Etaamb.openjustice.be
Koninklijk Besluit van 19 december 2003
gepubliceerd op 30 december 2003

Koninklijk besluit tot wijziging van het koninklijk besluit van 18 december 1986 betreffende de commissie voor hulp aan slachtoffers van opzettelijke gewelddaden en van het artikel 29, tweede lid van de wet van 1 augustus 1985 houdende fiscale en andere bepalingen

bron
federale overheidsdienst justitie
numac
2003009884
pub.
30/12/2003
prom.
19/12/2003
ELI
eli/besluit/2003/12/19/2003009884/staatsblad
staatsblad
https://www.ejustice.just.fgov.be/cgi/article_body(...)
Document Qrcode

19 DECEMBER 2003. - Koninklijk besluit tot wijziging van het koninklijk besluit van 18 december 1986 betreffende de commissie voor hulp aan slachtoffers van opzettelijke gewelddaden en van het artikel 29, tweede lid van de wet van 1 augustus 1985 houdende fiscale en andere bepalingen


ALBERT II, Koning der Belgen, Aan allen die nu zijn en hierna wezen zullen, Onze Groet.
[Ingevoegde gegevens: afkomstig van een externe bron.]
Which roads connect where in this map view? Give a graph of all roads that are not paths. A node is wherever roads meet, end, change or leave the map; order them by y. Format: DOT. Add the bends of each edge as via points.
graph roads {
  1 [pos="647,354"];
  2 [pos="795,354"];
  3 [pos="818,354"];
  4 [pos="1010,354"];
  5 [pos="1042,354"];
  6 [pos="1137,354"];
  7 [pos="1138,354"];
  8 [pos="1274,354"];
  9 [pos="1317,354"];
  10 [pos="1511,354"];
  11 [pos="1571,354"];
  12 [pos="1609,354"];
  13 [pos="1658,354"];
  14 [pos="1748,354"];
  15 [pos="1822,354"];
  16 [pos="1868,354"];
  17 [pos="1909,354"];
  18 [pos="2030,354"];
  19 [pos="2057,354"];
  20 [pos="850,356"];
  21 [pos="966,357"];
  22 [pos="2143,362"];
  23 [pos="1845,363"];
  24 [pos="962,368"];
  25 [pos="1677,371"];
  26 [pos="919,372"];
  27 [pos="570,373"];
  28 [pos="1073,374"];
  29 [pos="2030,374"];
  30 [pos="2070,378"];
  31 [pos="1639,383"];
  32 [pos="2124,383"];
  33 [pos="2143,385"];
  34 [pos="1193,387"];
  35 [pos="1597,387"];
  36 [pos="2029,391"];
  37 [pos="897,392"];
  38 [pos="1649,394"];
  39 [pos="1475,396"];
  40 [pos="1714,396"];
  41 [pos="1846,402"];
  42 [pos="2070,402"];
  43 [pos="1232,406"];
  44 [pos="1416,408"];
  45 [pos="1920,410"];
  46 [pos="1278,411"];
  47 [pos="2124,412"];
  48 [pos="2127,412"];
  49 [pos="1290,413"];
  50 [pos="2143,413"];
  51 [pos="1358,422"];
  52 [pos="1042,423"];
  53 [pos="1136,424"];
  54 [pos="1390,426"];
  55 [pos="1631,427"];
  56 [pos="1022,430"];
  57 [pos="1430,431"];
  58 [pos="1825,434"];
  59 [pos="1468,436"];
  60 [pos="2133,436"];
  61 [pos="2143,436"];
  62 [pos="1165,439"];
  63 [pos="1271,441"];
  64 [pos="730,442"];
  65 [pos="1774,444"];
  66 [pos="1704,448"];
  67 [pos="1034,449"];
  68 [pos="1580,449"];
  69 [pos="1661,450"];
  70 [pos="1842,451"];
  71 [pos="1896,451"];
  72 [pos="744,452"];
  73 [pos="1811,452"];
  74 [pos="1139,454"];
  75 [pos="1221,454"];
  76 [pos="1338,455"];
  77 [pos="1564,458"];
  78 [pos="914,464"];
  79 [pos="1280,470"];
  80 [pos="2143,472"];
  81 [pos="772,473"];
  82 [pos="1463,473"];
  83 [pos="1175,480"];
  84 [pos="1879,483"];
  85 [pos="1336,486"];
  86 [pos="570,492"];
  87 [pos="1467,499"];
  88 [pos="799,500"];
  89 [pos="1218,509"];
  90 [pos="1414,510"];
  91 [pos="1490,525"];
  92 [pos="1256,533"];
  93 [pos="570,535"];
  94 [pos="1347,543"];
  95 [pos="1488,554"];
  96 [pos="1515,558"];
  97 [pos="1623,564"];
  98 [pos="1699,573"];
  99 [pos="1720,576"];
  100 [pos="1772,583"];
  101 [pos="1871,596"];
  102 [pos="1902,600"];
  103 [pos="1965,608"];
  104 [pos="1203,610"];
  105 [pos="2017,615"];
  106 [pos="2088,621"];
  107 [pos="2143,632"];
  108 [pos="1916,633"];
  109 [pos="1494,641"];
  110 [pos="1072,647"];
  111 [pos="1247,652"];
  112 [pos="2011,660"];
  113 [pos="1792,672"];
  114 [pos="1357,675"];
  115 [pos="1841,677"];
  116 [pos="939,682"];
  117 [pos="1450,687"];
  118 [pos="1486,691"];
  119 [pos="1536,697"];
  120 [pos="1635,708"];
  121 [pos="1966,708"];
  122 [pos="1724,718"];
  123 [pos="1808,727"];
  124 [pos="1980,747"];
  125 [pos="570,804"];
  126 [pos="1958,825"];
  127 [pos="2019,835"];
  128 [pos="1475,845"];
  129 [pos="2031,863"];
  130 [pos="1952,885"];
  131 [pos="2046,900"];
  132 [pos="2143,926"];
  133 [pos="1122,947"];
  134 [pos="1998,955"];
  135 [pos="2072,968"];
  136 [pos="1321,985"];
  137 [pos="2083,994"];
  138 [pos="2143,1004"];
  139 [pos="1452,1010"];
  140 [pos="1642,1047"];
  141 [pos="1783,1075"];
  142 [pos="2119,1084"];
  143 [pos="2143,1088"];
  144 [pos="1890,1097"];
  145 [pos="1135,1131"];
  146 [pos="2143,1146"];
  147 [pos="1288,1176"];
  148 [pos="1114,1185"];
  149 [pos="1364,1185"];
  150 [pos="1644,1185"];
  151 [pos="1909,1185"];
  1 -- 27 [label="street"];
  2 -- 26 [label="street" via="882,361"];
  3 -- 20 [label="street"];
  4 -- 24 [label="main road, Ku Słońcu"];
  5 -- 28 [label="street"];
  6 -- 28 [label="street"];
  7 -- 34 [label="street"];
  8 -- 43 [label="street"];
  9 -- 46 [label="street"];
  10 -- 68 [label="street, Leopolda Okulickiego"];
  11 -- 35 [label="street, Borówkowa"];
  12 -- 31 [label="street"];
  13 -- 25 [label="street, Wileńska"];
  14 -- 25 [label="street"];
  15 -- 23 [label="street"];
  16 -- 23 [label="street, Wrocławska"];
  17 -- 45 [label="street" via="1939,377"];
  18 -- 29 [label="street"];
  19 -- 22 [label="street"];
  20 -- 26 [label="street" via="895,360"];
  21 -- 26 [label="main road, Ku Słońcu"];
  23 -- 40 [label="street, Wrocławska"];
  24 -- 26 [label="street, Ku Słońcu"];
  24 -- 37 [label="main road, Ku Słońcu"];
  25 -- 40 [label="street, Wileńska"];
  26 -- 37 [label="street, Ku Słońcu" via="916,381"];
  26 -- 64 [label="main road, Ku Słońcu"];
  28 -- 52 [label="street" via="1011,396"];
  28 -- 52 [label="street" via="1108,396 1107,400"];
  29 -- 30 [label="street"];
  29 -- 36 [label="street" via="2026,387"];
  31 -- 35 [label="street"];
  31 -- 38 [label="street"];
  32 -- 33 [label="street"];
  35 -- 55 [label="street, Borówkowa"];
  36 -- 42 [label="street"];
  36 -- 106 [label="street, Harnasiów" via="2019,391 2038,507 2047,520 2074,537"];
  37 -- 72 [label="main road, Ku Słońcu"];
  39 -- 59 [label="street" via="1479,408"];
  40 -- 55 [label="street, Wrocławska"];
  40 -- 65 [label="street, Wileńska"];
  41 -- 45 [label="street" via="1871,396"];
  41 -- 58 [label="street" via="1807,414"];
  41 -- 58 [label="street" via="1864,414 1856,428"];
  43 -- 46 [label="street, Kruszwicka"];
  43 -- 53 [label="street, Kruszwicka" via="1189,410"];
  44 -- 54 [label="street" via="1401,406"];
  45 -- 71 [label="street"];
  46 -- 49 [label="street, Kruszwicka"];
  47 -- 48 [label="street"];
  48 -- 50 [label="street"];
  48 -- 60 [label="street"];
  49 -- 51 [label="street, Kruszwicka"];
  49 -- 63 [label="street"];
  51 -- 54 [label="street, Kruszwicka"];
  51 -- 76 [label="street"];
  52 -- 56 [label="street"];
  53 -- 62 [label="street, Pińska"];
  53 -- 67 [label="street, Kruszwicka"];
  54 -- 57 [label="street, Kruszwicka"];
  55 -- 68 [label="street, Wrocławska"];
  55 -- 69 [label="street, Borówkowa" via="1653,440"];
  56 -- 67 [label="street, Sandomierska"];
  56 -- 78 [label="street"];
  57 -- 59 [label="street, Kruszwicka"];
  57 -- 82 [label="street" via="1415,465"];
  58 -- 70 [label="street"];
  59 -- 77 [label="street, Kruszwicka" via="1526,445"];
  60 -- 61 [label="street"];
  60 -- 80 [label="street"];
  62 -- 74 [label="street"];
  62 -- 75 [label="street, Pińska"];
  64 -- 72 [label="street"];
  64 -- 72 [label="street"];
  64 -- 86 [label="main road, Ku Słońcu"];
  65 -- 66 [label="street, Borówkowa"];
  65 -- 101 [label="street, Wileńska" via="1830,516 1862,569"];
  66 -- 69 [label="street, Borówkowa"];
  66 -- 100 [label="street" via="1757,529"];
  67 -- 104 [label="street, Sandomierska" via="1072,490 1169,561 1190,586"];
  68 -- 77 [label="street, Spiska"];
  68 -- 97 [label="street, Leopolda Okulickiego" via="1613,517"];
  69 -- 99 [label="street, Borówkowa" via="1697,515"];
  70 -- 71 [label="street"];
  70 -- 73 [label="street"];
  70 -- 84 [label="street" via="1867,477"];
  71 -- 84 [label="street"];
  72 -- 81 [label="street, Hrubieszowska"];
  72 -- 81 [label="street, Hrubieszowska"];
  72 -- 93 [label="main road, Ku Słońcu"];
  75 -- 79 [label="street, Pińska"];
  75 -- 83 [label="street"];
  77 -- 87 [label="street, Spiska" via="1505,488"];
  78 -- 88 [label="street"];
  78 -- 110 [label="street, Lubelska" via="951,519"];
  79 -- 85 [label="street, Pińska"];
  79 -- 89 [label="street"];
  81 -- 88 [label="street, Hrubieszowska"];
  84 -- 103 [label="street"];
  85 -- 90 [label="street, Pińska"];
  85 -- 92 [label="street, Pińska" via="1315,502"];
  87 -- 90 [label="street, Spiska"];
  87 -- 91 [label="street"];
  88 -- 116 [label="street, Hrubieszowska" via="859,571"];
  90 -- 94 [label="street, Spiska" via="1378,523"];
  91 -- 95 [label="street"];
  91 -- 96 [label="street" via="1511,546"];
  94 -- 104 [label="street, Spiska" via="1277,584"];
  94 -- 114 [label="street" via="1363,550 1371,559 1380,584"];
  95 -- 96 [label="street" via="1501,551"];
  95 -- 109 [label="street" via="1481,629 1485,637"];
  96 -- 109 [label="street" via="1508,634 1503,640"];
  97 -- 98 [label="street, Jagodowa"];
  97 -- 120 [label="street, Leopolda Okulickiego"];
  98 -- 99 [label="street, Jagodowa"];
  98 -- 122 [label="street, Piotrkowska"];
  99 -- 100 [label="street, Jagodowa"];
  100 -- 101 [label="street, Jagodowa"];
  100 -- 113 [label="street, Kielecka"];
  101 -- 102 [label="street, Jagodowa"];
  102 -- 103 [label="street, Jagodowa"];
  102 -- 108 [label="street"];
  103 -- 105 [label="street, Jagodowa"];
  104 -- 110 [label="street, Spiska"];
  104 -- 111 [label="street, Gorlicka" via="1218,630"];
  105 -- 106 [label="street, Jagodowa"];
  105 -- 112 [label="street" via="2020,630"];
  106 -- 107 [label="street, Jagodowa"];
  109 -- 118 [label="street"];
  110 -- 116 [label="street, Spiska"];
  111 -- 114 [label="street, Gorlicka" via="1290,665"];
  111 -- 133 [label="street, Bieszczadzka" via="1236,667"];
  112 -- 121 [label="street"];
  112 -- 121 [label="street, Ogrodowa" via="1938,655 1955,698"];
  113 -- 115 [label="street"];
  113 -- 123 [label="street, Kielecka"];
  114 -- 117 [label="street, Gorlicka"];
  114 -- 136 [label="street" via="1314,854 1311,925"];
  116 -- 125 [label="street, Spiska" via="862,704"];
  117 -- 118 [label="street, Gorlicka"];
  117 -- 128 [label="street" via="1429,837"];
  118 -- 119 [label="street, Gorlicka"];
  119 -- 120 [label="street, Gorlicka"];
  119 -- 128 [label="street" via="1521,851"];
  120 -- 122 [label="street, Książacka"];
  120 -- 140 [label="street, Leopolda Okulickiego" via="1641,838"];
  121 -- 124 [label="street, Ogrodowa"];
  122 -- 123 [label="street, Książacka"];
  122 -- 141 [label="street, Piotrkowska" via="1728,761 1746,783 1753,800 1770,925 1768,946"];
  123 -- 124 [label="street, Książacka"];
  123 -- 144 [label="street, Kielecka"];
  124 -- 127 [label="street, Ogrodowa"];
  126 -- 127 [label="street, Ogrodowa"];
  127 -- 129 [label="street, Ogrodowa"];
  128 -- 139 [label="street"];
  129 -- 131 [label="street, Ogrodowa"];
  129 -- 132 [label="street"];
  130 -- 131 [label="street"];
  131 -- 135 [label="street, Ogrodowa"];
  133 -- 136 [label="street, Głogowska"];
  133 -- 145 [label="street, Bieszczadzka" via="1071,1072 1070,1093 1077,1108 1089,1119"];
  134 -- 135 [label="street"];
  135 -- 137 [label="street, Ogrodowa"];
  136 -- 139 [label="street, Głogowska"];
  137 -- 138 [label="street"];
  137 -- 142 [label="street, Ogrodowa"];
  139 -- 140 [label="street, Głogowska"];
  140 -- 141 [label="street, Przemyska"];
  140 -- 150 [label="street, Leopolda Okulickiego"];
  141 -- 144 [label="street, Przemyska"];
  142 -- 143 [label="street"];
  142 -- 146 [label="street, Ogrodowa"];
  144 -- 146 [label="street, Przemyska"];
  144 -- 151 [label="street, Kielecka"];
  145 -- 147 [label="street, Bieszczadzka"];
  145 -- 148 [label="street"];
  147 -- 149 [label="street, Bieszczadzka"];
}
Gelet op de wet van 1 augustus 1985 houdende fiscale en andere bepalingen, inzonderheid op de artikelen 29, tweede lid, en 30, § 2, derde lid, gewijzigd bij de wet van 22 april 2003, artikel 32, § 4, gewijzigd bij de wet van 26 maart 2003, en de artikelen 34ter en 34sexies ingevoegd bij de wet van 22 april 2003;

Gelet op de wet van 26 maart 2003 houdende de voorwaarden waaronder de commissie voor financiële hulp aan slachtoffers van opzettelijke gewelddaden een hulp kan toekennen, inzonderheid op artikel 14;

Gelet op het koninklijk besluit van 18 december 1986 betreffende de commissie voor hulp aan slachtoffers van opzettelijke gewelddaden, gewijzigd bij de koninklijke besluiten van 26 maart 1991, 18 mei 1998 en 20 juli 2000;

Overwegende dat, in uitvoering van de wet van 26 maart 2003 houdende de voorwaarden waaronder de commissie voor financiële hulp aan slachtoffers van opzettelijke gewelddaden een hulp kan toekennen en de wet van 22 april 2003 houdende de samenstelling en de werking van dezelfde commissie, de regels inzake de procedure en de werking van de commissie gewijzigd dienen te worden;

Overwegende dat de bijdrage voorzien in artikel 29, tweede lid, van de wet van 1 augustus 1985, gewijzigd bij de wet van 22 april 2003, zonder uitstel aangepast moet worden, opdat deze bijdrage terug op het niveau zou gebracht worden van de bijdrage die gold voor de inwerkingtreding van de wet van 22 april 2003;

Gelet op het advies van de Inspecteur van Financiën, gegeven op17 juli 2003;

Gelet op de akkoordbevinding van de Minister van Begroting van 23 september 2003;

Gelet op het besluit van de Ministerraad van 24 oktober 2003 over het verzoek om advies door de Raad van State binnen een termijn van een maand;

Gelet op het advies 36. 143/2 van de Raad van State, gegeven op 8 december 2003 met toepassing van artikel 84, eerste lid, 1°, van de gecoördineerde wetten op de Raad van State;

Op de voordracht van Onze Minister van Justitie en op het advies van Onze in Raad vergaderde Ministers, Hebben Wij besloten en besluiten Wij : HOOFDSTUK I. - Wijzigingsbepalingen

Artikel 1.In het opschrift van het koninklijk besluit van 18 december 1986 betreffende de commissie voor hulp aan slachtoffers van opzettelijke gewelddaden, worden de woorden « de commissie voor hulp aan slachtoffers van opzettelijke gewelddaden » vervangen door de woorden « de commissie voor financiële hulp aan slachtoffers van opzettelijke gewelddaden ».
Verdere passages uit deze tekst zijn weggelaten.